(Saved entries)
● ● ● ● ●

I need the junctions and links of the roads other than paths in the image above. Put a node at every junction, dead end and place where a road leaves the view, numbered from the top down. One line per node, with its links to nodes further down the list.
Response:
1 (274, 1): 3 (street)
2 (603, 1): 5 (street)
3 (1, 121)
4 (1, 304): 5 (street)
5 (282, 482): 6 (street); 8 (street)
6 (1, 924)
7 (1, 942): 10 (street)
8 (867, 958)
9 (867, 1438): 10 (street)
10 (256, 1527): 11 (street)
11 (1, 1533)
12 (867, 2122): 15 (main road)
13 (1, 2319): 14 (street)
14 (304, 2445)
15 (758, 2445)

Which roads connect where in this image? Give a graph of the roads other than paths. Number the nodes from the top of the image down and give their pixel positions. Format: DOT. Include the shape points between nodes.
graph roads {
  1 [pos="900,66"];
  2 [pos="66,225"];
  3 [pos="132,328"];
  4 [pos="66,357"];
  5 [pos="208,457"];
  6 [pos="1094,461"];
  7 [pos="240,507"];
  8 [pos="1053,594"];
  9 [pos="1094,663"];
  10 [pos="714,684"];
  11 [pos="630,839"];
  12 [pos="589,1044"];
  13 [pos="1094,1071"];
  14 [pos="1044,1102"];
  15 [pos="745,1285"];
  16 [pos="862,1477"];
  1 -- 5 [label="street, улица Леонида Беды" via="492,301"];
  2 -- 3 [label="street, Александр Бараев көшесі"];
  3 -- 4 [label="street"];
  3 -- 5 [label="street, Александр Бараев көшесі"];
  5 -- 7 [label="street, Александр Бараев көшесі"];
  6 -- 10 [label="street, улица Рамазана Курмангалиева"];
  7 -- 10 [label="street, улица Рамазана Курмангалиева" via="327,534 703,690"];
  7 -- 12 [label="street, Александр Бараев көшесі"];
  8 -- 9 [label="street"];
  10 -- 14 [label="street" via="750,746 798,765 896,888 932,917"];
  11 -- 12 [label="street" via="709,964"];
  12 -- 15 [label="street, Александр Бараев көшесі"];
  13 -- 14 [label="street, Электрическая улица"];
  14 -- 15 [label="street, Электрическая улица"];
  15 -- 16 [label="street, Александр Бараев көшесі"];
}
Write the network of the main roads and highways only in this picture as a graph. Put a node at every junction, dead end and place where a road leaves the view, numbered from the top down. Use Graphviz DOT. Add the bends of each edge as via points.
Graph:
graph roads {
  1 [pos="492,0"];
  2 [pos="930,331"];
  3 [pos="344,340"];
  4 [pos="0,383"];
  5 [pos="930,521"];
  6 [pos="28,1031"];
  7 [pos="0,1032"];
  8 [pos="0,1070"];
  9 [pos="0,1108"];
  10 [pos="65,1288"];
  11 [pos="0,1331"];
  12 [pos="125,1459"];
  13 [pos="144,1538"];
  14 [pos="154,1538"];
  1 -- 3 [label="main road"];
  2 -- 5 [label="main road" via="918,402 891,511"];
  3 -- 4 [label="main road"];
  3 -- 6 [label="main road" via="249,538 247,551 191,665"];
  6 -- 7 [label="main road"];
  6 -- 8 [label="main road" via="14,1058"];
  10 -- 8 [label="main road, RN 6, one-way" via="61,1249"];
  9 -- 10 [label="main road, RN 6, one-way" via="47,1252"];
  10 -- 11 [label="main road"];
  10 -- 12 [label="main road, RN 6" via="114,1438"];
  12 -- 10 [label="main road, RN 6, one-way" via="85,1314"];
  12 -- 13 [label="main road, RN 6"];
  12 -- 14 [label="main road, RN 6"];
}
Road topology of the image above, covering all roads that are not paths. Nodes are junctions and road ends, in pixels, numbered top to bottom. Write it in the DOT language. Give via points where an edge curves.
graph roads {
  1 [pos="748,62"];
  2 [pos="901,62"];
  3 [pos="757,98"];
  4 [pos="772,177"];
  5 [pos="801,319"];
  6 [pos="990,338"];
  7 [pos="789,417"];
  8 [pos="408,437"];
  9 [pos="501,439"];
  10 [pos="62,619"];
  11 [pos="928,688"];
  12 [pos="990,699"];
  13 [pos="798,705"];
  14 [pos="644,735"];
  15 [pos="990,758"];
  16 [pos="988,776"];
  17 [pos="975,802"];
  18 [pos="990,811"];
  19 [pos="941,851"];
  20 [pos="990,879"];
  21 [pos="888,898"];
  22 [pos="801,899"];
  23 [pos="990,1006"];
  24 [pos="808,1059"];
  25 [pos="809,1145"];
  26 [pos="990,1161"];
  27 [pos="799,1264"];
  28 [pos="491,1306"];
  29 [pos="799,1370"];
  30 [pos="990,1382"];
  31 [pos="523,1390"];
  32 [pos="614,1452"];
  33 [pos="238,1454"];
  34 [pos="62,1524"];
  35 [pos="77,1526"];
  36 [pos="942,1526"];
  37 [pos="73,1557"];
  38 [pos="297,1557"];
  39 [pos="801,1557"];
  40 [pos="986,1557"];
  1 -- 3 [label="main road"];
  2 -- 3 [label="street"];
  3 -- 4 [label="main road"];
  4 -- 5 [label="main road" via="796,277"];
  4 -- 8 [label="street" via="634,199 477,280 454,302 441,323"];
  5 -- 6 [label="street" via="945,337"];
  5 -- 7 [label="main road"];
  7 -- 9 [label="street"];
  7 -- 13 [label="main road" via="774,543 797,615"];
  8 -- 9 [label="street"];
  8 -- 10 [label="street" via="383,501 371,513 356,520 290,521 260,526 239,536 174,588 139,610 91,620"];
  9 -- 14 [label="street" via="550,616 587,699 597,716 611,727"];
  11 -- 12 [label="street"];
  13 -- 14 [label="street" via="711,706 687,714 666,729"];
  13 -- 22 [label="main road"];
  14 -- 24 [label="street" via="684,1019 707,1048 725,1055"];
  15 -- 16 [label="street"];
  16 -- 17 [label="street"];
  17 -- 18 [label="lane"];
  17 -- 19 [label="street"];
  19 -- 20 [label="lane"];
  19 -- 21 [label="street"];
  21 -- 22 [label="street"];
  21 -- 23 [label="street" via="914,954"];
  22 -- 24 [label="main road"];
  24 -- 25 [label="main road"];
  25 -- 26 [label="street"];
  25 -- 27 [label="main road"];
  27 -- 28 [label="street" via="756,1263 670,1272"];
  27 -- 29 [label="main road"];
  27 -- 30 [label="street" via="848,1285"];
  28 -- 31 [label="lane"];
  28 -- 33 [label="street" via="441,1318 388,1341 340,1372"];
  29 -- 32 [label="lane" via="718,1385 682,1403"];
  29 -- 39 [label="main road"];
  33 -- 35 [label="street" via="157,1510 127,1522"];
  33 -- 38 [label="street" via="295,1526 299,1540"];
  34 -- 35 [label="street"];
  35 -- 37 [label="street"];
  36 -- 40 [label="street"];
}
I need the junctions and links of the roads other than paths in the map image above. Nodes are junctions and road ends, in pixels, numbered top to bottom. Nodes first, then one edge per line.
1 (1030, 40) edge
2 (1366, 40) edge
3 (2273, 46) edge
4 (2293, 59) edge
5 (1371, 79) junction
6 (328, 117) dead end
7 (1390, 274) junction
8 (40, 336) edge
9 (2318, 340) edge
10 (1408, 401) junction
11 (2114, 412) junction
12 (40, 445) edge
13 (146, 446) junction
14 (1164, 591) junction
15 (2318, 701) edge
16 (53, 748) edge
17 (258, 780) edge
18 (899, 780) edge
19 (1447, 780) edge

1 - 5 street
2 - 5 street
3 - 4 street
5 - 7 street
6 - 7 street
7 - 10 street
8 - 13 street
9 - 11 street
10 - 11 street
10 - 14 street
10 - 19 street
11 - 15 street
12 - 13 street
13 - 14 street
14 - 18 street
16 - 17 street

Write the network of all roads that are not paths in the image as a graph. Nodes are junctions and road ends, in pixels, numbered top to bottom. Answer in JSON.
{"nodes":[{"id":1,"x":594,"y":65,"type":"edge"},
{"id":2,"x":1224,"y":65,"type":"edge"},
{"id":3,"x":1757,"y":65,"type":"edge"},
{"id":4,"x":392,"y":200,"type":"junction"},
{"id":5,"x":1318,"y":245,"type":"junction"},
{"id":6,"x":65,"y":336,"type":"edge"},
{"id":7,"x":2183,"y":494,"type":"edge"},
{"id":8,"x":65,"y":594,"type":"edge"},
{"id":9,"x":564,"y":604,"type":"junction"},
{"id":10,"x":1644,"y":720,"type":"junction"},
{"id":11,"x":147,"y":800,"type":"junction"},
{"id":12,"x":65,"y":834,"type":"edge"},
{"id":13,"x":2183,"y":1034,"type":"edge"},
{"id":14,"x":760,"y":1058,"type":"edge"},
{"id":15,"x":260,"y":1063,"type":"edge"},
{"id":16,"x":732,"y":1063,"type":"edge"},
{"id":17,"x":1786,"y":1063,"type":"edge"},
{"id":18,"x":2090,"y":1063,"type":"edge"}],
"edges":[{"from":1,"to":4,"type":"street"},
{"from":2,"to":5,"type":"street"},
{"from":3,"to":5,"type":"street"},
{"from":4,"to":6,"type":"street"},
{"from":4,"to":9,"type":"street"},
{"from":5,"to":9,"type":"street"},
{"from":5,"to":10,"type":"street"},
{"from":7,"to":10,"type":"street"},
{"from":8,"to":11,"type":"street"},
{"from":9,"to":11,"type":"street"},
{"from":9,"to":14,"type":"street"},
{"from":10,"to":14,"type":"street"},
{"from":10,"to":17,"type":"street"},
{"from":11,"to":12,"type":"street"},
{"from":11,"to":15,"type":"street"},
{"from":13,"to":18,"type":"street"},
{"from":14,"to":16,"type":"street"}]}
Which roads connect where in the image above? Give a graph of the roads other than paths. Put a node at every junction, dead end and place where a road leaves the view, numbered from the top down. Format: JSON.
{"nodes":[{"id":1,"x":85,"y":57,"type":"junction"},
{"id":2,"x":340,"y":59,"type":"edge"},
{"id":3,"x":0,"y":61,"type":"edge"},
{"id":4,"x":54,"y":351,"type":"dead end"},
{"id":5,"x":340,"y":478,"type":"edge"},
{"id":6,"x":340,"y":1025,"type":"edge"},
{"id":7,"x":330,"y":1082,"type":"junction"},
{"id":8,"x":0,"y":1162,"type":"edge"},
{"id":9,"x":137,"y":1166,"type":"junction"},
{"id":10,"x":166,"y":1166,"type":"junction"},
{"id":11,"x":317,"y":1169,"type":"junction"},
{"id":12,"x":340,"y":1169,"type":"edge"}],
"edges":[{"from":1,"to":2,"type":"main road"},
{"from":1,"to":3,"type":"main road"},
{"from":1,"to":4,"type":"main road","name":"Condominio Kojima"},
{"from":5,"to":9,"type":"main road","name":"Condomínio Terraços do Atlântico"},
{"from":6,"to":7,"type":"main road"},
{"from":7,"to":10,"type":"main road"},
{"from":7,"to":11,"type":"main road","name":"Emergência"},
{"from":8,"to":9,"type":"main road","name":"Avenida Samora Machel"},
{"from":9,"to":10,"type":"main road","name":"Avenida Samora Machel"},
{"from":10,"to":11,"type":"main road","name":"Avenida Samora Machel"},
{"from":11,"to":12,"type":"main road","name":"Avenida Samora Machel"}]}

● ● ● ● ●

* About this task
How many lines of the entries above include the word "Курмангалиева"? Answer with the number only.

* Result
2